### WHAT IS BEING ASKED:
Could you copy every record below exactly as it stands?
□ □ □ □ □ □ □
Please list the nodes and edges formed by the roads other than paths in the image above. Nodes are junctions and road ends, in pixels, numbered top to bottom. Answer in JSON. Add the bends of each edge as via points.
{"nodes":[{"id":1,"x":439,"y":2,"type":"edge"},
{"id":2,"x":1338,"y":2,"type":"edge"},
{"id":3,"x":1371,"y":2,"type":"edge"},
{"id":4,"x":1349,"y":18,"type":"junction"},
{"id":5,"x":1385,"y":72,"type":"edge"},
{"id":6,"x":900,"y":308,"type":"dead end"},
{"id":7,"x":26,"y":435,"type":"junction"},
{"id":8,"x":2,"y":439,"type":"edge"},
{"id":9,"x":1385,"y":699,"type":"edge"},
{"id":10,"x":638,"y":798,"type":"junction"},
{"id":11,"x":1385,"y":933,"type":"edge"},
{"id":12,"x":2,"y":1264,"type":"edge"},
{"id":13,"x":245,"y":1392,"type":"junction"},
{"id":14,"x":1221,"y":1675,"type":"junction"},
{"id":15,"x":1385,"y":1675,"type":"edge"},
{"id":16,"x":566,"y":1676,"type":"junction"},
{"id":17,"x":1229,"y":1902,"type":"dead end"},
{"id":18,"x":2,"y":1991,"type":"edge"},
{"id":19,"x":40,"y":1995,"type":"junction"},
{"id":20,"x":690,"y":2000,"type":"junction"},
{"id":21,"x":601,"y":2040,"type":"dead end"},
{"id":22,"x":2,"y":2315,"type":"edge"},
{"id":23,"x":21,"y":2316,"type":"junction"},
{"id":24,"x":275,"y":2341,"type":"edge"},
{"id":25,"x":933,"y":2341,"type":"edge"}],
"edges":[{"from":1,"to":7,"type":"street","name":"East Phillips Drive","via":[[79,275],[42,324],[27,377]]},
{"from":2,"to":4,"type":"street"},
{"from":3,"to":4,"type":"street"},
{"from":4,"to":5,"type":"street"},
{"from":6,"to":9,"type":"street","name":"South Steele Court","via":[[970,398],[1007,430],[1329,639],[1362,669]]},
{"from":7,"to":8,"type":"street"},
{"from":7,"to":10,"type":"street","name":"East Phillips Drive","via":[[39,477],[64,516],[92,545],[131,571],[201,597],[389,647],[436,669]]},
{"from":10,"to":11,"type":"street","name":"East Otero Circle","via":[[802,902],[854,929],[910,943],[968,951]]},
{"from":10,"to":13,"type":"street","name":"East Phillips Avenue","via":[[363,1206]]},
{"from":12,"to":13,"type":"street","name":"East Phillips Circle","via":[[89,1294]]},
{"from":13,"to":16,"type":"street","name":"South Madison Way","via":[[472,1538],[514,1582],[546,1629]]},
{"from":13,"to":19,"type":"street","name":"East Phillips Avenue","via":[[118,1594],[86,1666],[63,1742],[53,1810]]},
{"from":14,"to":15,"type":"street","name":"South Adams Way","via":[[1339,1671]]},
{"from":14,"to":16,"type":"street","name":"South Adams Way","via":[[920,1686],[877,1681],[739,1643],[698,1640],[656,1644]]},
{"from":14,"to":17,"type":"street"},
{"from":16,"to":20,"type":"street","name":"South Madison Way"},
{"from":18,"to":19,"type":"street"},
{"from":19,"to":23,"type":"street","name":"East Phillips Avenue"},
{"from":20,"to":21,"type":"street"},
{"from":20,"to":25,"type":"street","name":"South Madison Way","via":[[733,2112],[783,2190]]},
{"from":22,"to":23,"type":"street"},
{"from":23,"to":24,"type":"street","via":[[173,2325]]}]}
□ □ □ □ □ □ □
### SOLUTION TO THIS PROBLEM:
Please list the nodes and edges formed by the roads other than paths in the image above. Nodes are junctions and road ends, in pixels, numbered top to bottom. Answer in JSON. Add the bends of each edge as via points.
{"nodes":[{"id":1,"x":439,"y":2,"type":"edge"},
{"id":2,"x":1338,"y":2,"type":"edge"},
{"id":3,"x":1371,"y":2,"type":"edge"},
{"id":4,"x":1349,"y":18,"type":"junction"},
{"id":5,"x":1385,"y":72,"type":"edge"},
{"id":6,"x":900,"y":308,"type":"dead end"},
{"id":7,"x":26,"y":435,"type":"junction"},
{"id":8,"x":2,"y":439,"type":"edge"},
{"id":9,"x":1385,"y":699,"type":"edge"},
{"id":10,"x":638,"y":798,"type":"junction"},
{"id":11,"x":1385,"y":933,"type":"edge"},
{"id":12,"x":2,"y":1264,"type":"edge"},
{"id":13,"x":245,"y":1392,"type":"junction"},
{"id":14,"x":1221,"y":1675,"type":"junction"},
{"id":15,"x":1385,"y":1675,"type":"edge"},
{"id":16,"x":566,"y":1676,"type":"junction"},
{"id":17,"x":1229,"y":1902,"type":"dead end"},
{"id":18,"x":2,"y":1991,"type":"edge"},
{"id":19,"x":40,"y":1995,"type":"junction"},
{"id":20,"x":690,"y":2000,"type":"junction"},
{"id":21,"x":601,"y":2040,"type":"dead end"},
{"id":22,"x":2,"y":2315,"type":"edge"},
{"id":23,"x":21,"y":2316,"type":"junction"},
{"id":24,"x":275,"y":2341,"type":"edge"},
{"id":25,"x":933,"y":2341,"type":"edge"}],
"edges":[{"from":1,"to":7,"type":"street","name":"East Phillips Drive","via":[[79,275],[42,324],[27,377]]},
{"from":2,"to":4,"type":"street"},
{"from":3,"to":4,"type":"street"},
{"from":4,"to":5,"type":"street"},
{"from":6,"to":9,"type":"street","name":"South Steele Court","via":[[970,398],[1007,430],[1329,639],[1362,669]]},
{"from":7,"to":8,"type":"street"},
{"from":7,"to":10,"type":"street","name":"East Phillips Drive","via":[[39,477],[64,516],[92,545],[131,571],[201,597],[389,647],[436,669]]},
{"from":10,"to":11,"type":"street","name":"East Otero Circle","via":[[802,902],[854,929],[910,943],[968,951]]},
{"from":10,"to":13,"type":"street","name":"East Phillips Avenue","via":[[363,1206]]},
{"from":12,"to":13,"type":"street","name":"East Phillips Circle","via":[[89,1294]]},
{"from":13,"to":16,"type":"street","name":"South Madison Way","via":[[472,1538],[514,1582],[546,1629]]},
{"from":13,"to":19,"type":"street","name":"East Phillips Avenue","via":[[118,1594],[86,1666],[63,1742],[53,1810]]},
{"from":14,"to":15,"type":"street","name":"South Adams Way","via":[[1339,1671]]},
{"from":14,"to":16,"type":"street","name":"South Adams Way","via":[[920,1686],[877,1681],[739,1643],[698,1640],[656,1644]]},
{"from":14,"to":17,"type":"street"},
{"from":16,"to":20,"type":"street","name":"South Madison Way"},
{"from":18,"to":19,"type":"street"},
{"from":19,"to":23,"type":"street","name":"East Phillips Avenue"},
{"from":20,"to":21,"type":"street"},
{"from":20,"to":25,"type":"street","name":"South Madison Way","via":[[733,2112],[783,2190]]},
{"from":22,"to":23,"type":"street"},
{"from":23,"to":24,"type":"street","via":[[173,2325]]}]}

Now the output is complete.